____ Extracted material

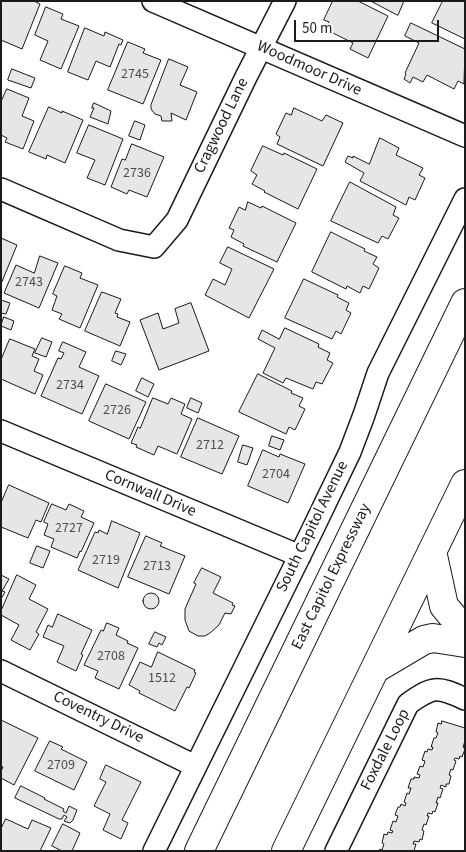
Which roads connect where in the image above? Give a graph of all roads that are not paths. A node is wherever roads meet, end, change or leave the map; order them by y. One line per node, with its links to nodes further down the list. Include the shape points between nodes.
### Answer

________
____ Extracted material

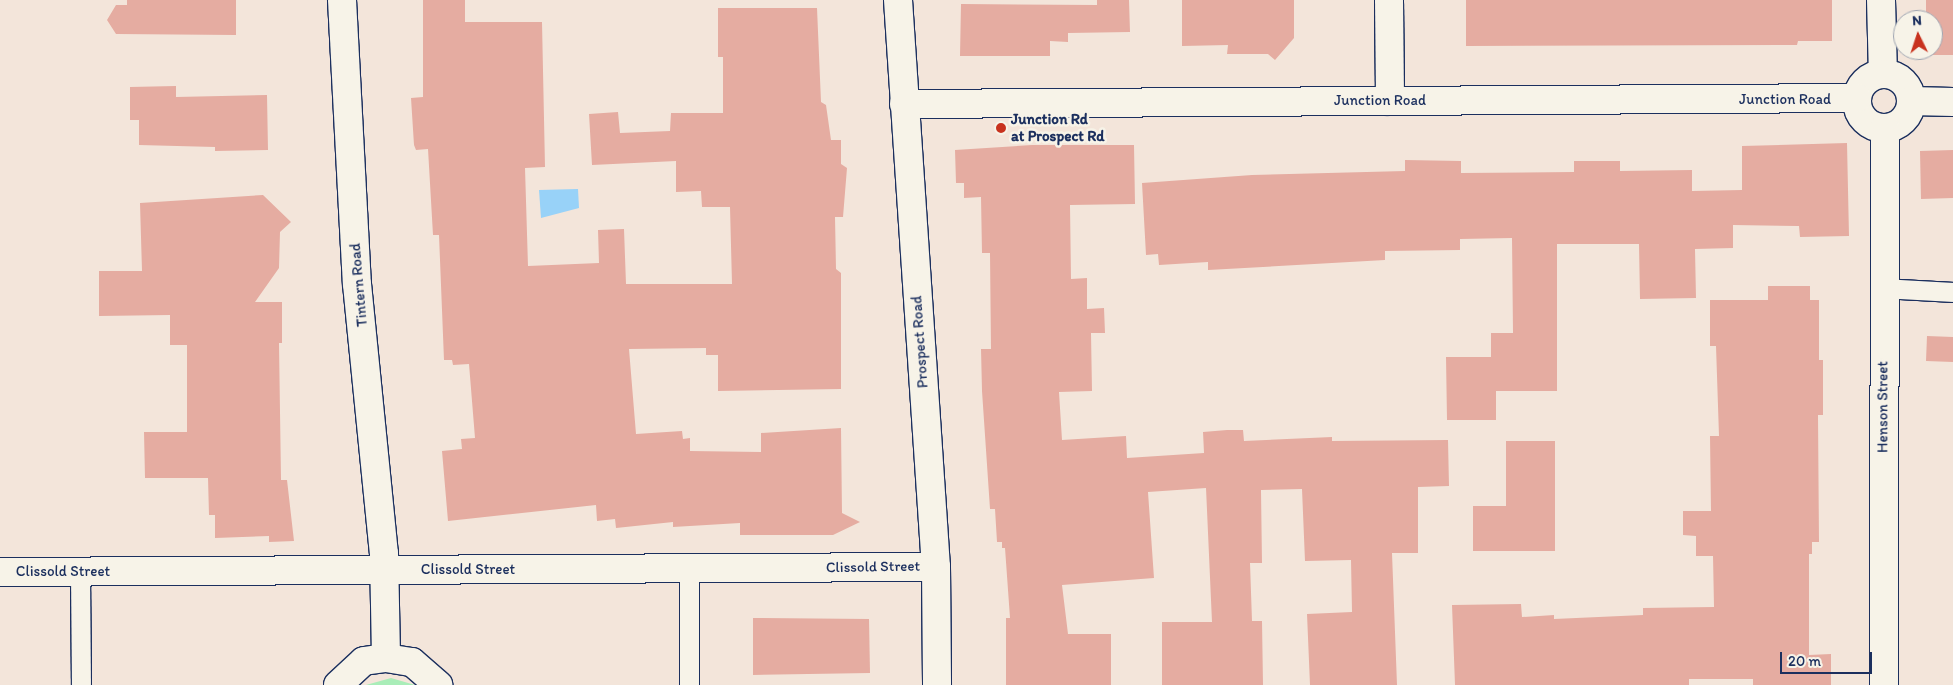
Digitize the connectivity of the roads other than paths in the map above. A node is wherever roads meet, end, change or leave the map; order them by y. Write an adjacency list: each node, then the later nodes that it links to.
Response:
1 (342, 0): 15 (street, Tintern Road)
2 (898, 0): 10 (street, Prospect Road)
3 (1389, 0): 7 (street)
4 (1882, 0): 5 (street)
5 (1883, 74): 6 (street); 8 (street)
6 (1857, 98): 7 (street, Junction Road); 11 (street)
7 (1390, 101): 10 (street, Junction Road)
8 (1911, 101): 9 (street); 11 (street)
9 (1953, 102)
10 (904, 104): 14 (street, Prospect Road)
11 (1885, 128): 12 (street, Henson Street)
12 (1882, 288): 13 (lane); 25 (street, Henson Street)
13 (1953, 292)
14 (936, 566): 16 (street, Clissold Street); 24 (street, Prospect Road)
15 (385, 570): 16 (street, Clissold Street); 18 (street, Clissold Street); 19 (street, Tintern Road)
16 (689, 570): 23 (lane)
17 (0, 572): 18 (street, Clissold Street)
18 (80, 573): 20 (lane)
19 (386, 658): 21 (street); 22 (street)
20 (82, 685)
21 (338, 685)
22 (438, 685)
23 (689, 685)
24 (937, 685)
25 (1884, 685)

________

# What you have to do
Report all lines in the records that include the string "node".

# Reply
Which roads connect where in the image above? Give a graph of all roads that are not paths. A node is wherever roads meet, end, change or leave the map; order them by y. One line per node, with its links to nodes further down the list. Include the shape points between nodes.
Digitize the connectivity of the roads other than paths in the map above. A node is wherever roads meet, end, change or leave the map; order them by y. Write an adjacency list: each node, then the later nodes that it links to.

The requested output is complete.